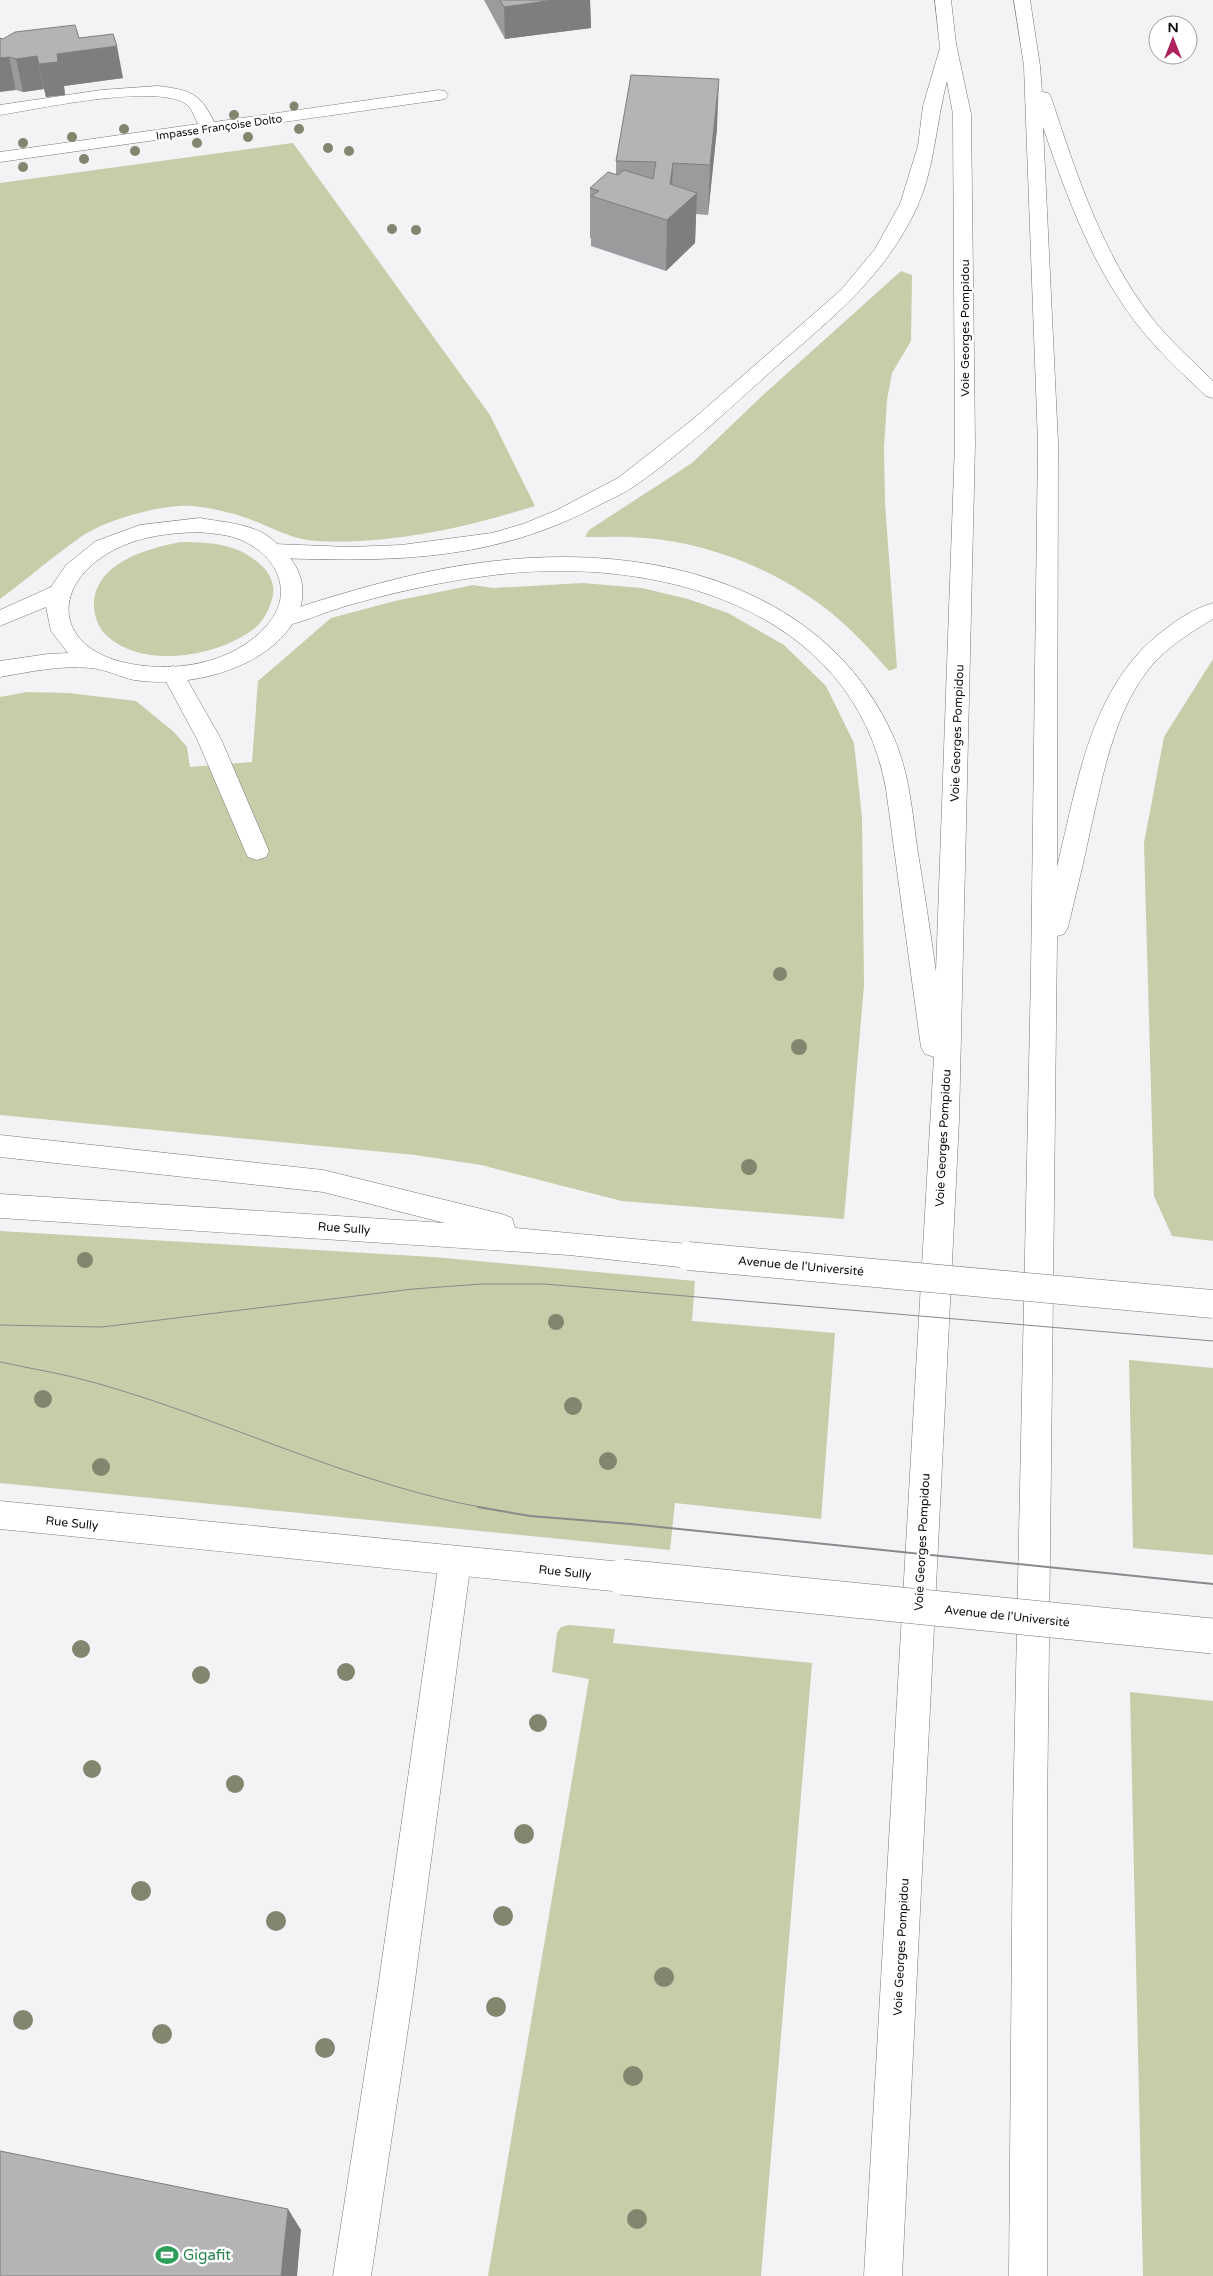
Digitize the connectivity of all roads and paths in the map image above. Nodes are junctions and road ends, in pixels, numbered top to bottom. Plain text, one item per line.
1 (943, 0) edge
2 (1022, 0) edge
3 (948, 44) junction
4 (1032, 66) junction
5 (439, 95) dead end
6 (0, 110) edge
7 (209, 128) junction
8 (0, 157) edge
9 (1213, 392) edge
10 (274, 551) junction
11 (59, 592) junction
12 (1213, 610) edge
13 (285, 619) junction
14 (0, 620) edge
15 (92, 660) junction
16 (0, 669) edge
17 (172, 674) junction
18 (256, 850) dead end
19 (1044, 974) junction
20 (945, 1120) junction
21 (0, 1146) edge
22 (0, 1206) edge
23 (569, 1243) junction
24 (688, 1256) joint
25 (1213, 1304) edge
26 (0, 1516) edge
27 (455, 1561) junction
28 (622, 1577) joint
29 (1213, 1636) edge
30 (352, 2276) edge
31 (883, 2276) edge
32 (1028, 2276) edge

1 - 3 main road, Voie Georges Pompidou
2 - 4 main road
3 - 10 main road
3 - 20 main road, Voie Georges Pompidou
4 - 9 main road
4 - 19 main road
5 - 7 main road, Impasse Françoise Dolto
6 - 7 main road
7 - 8 main road, Impasse Françoise Dolto
10 - 11 main road
10 - 13 main road
11 - 14 main road
11 - 15 main road
12 - 19 main road
13 - 17 main road
13 - 20 main road
15 - 16 main road
15 - 17 main road
17 - 18 main road
19 - 32 main road
20 - 31 main road, Voie Georges Pompidou
21 - 23 main road
22 - 23 main road, Rue Sully
23 - 24 main road, Rue Sully
24 - 25 main road, Avenue de l'Université, bridge
26 - 27 main road, Rue Sully
27 - 28 main road, Rue Sully
27 - 30 main road
28 - 29 main road, Avenue de l'Université, bridge

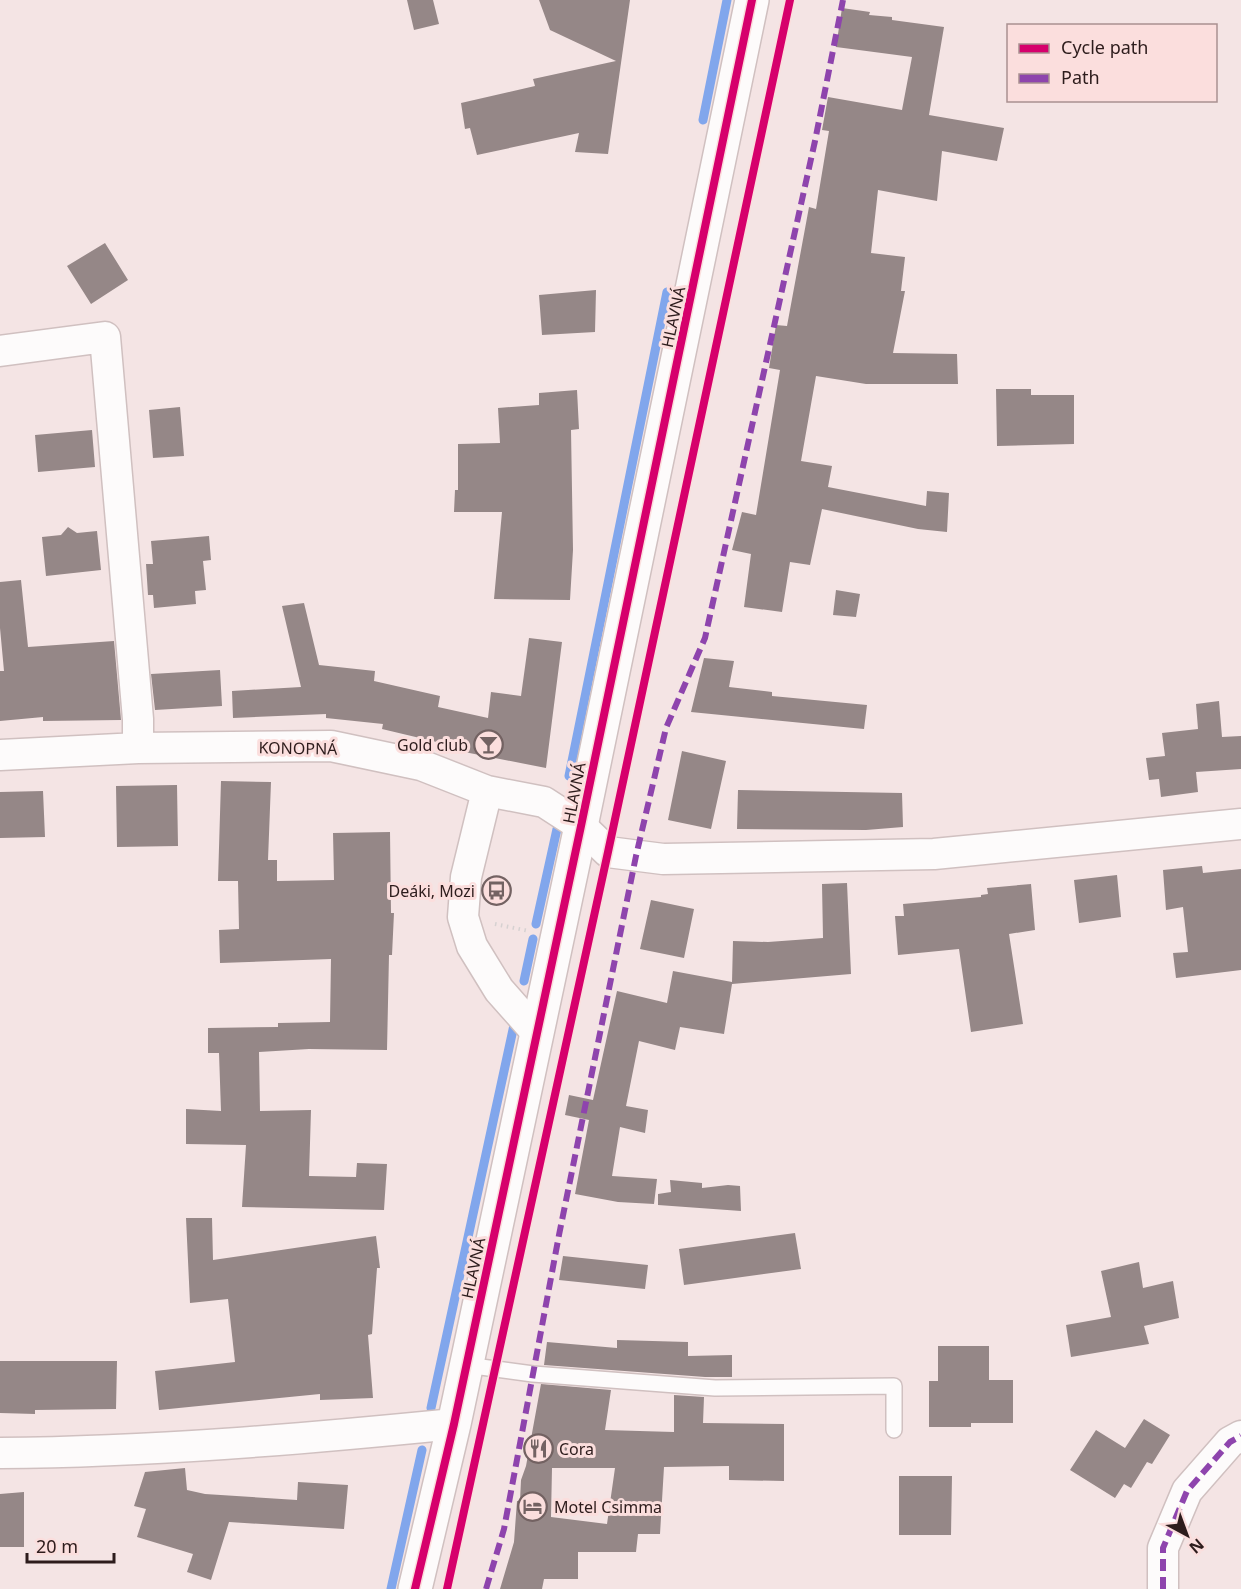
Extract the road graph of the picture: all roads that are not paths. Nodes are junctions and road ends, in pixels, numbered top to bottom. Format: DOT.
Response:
graph roads {
  1 [pos="752,0"];
  2 [pos="0,351"];
  3 [pos="138,748"];
  4 [pos="0,755"];
  5 [pos="487,790"];
  6 [pos="1241,824"];
  7 [pos="581,826"];
  8 [pos="537,1033"];
  9 [pos="466,1365"];
  10 [pos="454,1424"];
  11 [pos="894,1430"];
  12 [pos="1241,1436"];
  13 [pos="0,1453"];
  14 [pos="415,1589"];
  15 [pos="1163,1589"];
  1 -- 7 [label="street, HLAVNÁ"];
  2 -- 3 [label="street"];
  3 -- 4 [label="street, KONOPNÁ"];
  3 -- 5 [label="street, KONOPNÁ"];
  5 -- 7 [label="street, KONOPNÁ"];
  5 -- 8 [label="street"];
  6 -- 7 [label="street, KONOPNÁ"];
  7 -- 8 [label="street, HLAVNÁ"];
  8 -- 9 [label="street, HLAVNÁ"];
  9 -- 10 [label="street, HLAVNÁ"];
  9 -- 11 [label="lane"];
  10 -- 13 [label="street"];
  10 -- 14 [label="street, HLAVNÁ"];
  12 -- 15 [label="street"];
}
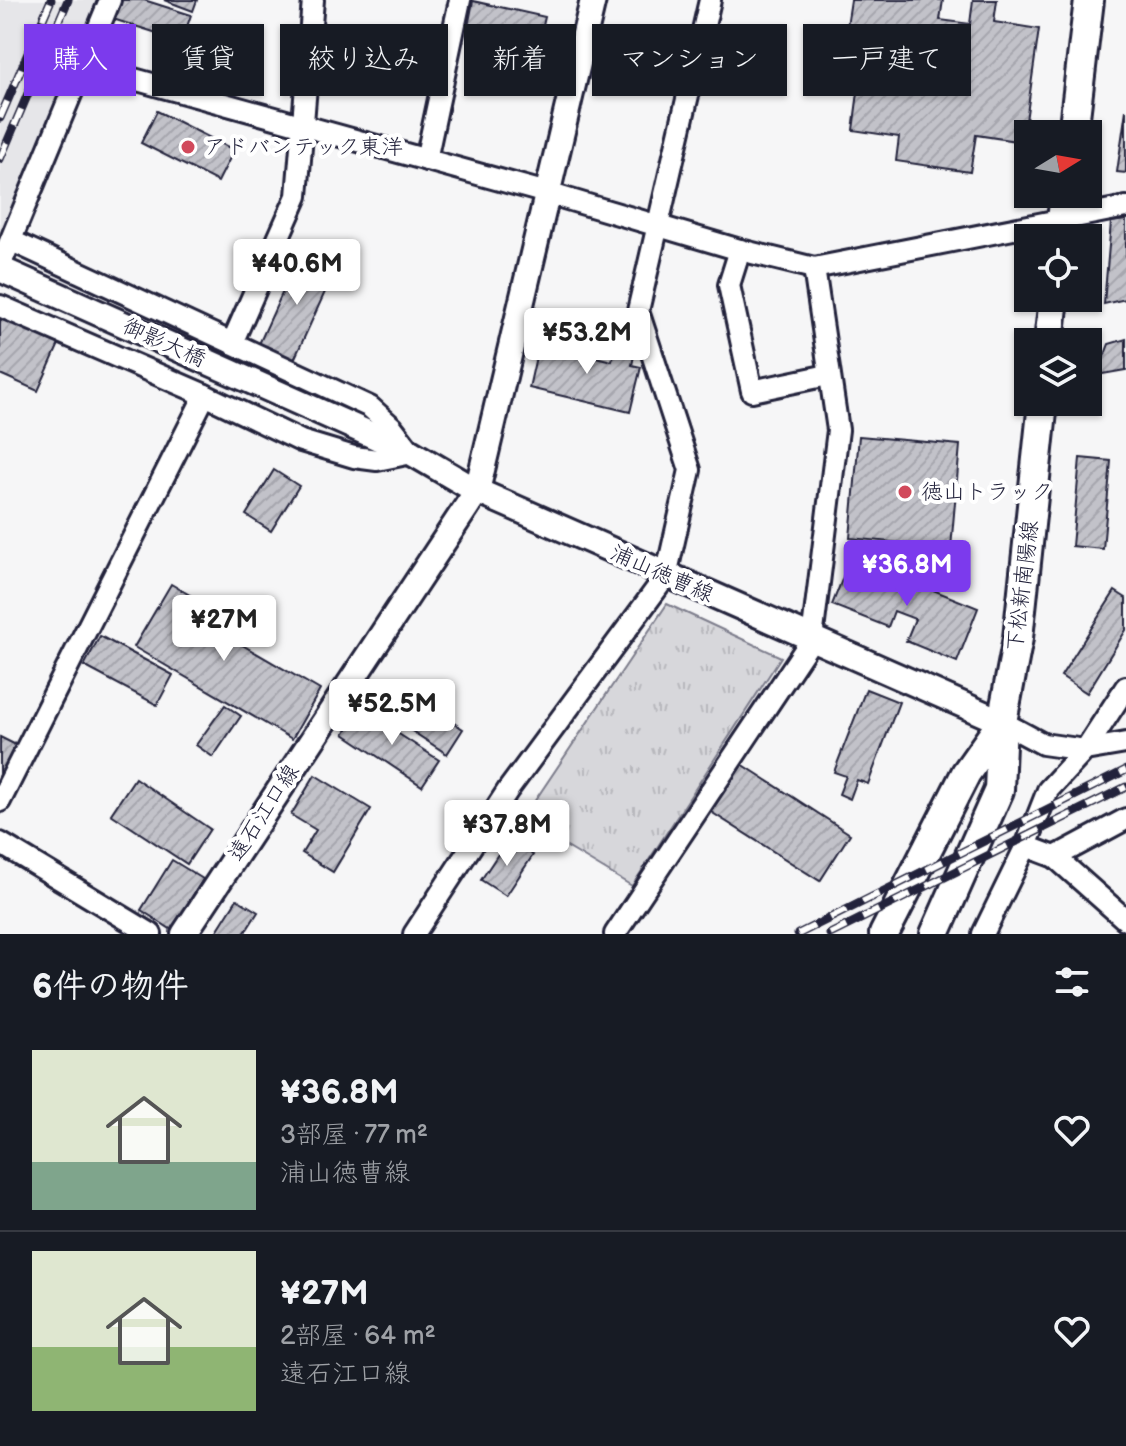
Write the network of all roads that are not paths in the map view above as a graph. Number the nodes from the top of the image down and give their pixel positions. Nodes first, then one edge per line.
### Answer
1 (110, 0) edge
2 (313, 0) edge
3 (460, 0) edge
4 (593, 0) edge
5 (710, 0) edge
6 (1089, 0) edge
7 (100, 24) edge
8 (136, 80) edge
9 (70, 96) edge
10 (1075, 120) edge
11 (303, 126) junction
12 (426, 160) junction
13 (547, 193) junction
14 (1126, 207) edge
15 (1062, 217) edge
16 (659, 226) junction
17 (12, 241) junction
18 (740, 250) junction
19 (0, 268) edge
20 (814, 268) junction
21 (0, 306) edge
22 (232, 343) junction
23 (828, 375) junction
24 (205, 395) junction
25 (327, 416) joint
26 (1042, 416) edge
27 (412, 453) junction
28 (477, 491) junction
29 (666, 576) junction
30 (812, 639) junction
31 (1126, 687) edge
32 (1002, 722) junction
33 (1126, 743) edge
34 (1085, 750) junction
35 (0, 801) edge
36 (1126, 819) edge
37 (0, 843) edge
38 (1026, 846) junction
39 (1055, 857) junction
40 (1126, 920) edge
41 (151, 934) edge
42 (184, 934) edge
43 (414, 934) edge
44 (615, 934) edge
45 (884, 934) edge
46 (935, 934) edge
47 (983, 934) edge

1 - 7 street
2 - 11 street
3 - 12 street
4 - 13 street
5 - 16 street
6 - 10 main road
8 - 11 street
9 - 17 street
11 - 12 street
11 - 22 street
12 - 13 street
13 - 16 street
13 - 28 street
14 - 15 street
15 - 20 street
16 - 18 street
16 - 29 street
17 - 19 street
17 - 22 street
18 - 20 street
18 - 23 street
19 - 25 street, 御影大橋
20 - 23 street
21 - 24 street
22 - 27 street
23 - 30 street
24 - 27 street
24 - 35 street
25 - 27 street, 浦山徳曹線
26 - 32 main road, 下松新南陽線
27 - 28 street, 浦山徳曹線
28 - 29 street, 浦山徳曹線
28 - 42 street, 遠石江口線
29 - 30 street, 浦山徳曹線
29 - 43 street
30 - 32 street, 浦山徳曹線
30 - 44 street
31 - 34 street
32 - 34 street
32 - 45 main road, 下松新南陽線
32 - 46 main road, 下松新南陽線
33 - 34 street
34 - 38 street
36 - 39 street
37 - 41 street
38 - 39 street
38 - 47 street
39 - 40 street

##########

» Description of the task
Transcribe the data exactly, minus any images.

» Output of the exercise
Digitize the connectivity of all roads and paths in the map image above. Nodes are junctions and road ends, in pixels, numbered top to bottom. Plain text, one item per line.
1 (943, 0) edge
2 (1022, 0) edge
3 (948, 44) junction
4 (1032, 66) junction
5 (439, 95) dead end
6 (0, 110) edge
7 (209, 128) junction
8 (0, 157) edge
9 (1213, 392) edge
10 (274, 551) junction
11 (59, 592) junction
12 (1213, 610) edge
13 (285, 619) junction
14 (0, 620) edge
15 (92, 660) junction
16 (0, 669) edge
17 (172, 674) junction
18 (256, 850) dead end
19 (1044, 974) junction
20 (945, 1120) junction
21 (0, 1146) edge
22 (0, 1206) edge
23 (569, 1243) junction
24 (688, 1256) joint
25 (1213, 1304) edge
26 (0, 1516) edge
27 (455, 1561) junction
28 (622, 1577) joint
29 (1213, 1636) edge
30 (352, 2276) edge
31 (883, 2276) edge
32 (1028, 2276) edge

1 - 3 main road, Voie Georges Pompidou
2 - 4 main road
3 - 10 main road
3 - 20 main road, Voie Georges Pompidou
4 - 9 main road
4 - 19 main road
5 - 7 main road, Impasse Françoise Dolto
6 - 7 main road
7 - 8 main road, Impasse Françoise Dolto
10 - 11 main road
10 - 13 main road
11 - 14 main road
11 - 15 main road
12 - 19 main road
13 - 17 main road
13 - 20 main road
15 - 16 main road
15 - 17 main road
17 - 18 main road
19 - 32 main road
20 - 31 main road, Voie Georges Pompidou
21 - 23 main road
22 - 23 main road, Rue Sully
23 - 24 main road, Rue Sully
24 - 25 main road, Avenue de l'Université, bridge
26 - 27 main road, Rue Sully
27 - 28 main road, Rue Sully
27 - 30 main road
28 - 29 main road, Avenue de l'Université, bridge

Extract the road graph of the picture: all roads that are not paths. Nodes are junctions and road ends, in pixels, numbered top to bottom. Format: DOT.
Response:
graph roads {
  1 [pos="752,0"];
  2 [pos="0,351"];
  3 [pos="138,748"];
  4 [pos="0,755"];
  5 [pos="487,790"];
  6 [pos="1241,824"];
  7 [pos="581,826"];
  8 [pos="537,1033"];
  9 [pos="466,1365"];
  10 [pos="454,1424"];
  11 [pos="894,1430"];
  12 [pos="1241,1436"];
  13 [pos="0,1453"];
  14 [pos="415,1589"];
  15 [pos="1163,1589"];
  1 -- 7 [label="street, HLAVNÁ"];
  2 -- 3 [label="street"];
  3 -- 4 [label="street, KONOPNÁ"];
  3 -- 5 [label="street, KONOPNÁ"];
  5 -- 7 [label="street, KONOPNÁ"];
  5 -- 8 [label="street"];
  6 -- 7 [label="street, KONOPNÁ"];
  7 -- 8 [label="street, HLAVNÁ"];
  8 -- 9 [label="street, HLAVNÁ"];
  9 -- 10 [label="street, HLAVNÁ"];
  9 -- 11 [label="lane"];
  10 -- 13 [label="street"];
  10 -- 14 [label="street, HLAVNÁ"];
  12 -- 15 [label="street"];
}
Write the network of all roads that are not paths in the map view above as a graph. Number the nodes from the top of the image down and give their pixel positions. Nodes first, then one edge per line.
### Answer
1 (110, 0) edge
2 (313, 0) edge
3 (460, 0) edge
4 (593, 0) edge
5 (710, 0) edge
6 (1089, 0) edge
7 (100, 24) edge
8 (136, 80) edge
9 (70, 96) edge
10 (1075, 120) edge
11 (303, 126) junction
12 (426, 160) junction
13 (547, 193) junction
14 (1126, 207) edge
15 (1062, 217) edge
16 (659, 226) junction
17 (12, 241) junction
18 (740, 250) junction
19 (0, 268) edge
20 (814, 268) junction
21 (0, 306) edge
22 (232, 343) junction
23 (828, 375) junction
24 (205, 395) junction
25 (327, 416) joint
26 (1042, 416) edge
27 (412, 453) junction
28 (477, 491) junction
29 (666, 576) junction
30 (812, 639) junction
31 (1126, 687) edge
32 (1002, 722) junction
33 (1126, 743) edge
34 (1085, 750) junction
35 (0, 801) edge
36 (1126, 819) edge
37 (0, 843) edge
38 (1026, 846) junction
39 (1055, 857) junction
40 (1126, 920) edge
41 (151, 934) edge
42 (184, 934) edge
43 (414, 934) edge
44 (615, 934) edge
45 (884, 934) edge
46 (935, 934) edge
47 (983, 934) edge

1 - 7 street
2 - 11 street
3 - 12 street
4 - 13 street
5 - 16 street
6 - 10 main road
8 - 11 street
9 - 17 street
11 - 12 street
11 - 22 street
12 - 13 street
13 - 16 street
13 - 28 street
14 - 15 street
15 - 20 street
16 - 18 street
16 - 29 street
17 - 19 street
17 - 22 street
18 - 20 street
18 - 23 street
19 - 25 street, 御影大橋
20 - 23 street
21 - 24 street
22 - 27 street
23 - 30 street
24 - 27 street
24 - 35 street
25 - 27 street, 浦山徳曹線
26 - 32 main road, 下松新南陽線
27 - 28 street, 浦山徳曹線
28 - 29 street, 浦山徳曹線
28 - 42 street, 遠石江口線
29 - 30 street, 浦山徳曹線
29 - 43 street
30 - 32 street, 浦山徳曹線
30 - 44 street
31 - 34 street
32 - 34 street
32 - 45 main road, 下松新南陽線
32 - 46 main road, 下松新南陽線
33 - 34 street
34 - 38 street
36 - 39 street
37 - 41 street
38 - 39 street
38 - 47 street
39 - 40 street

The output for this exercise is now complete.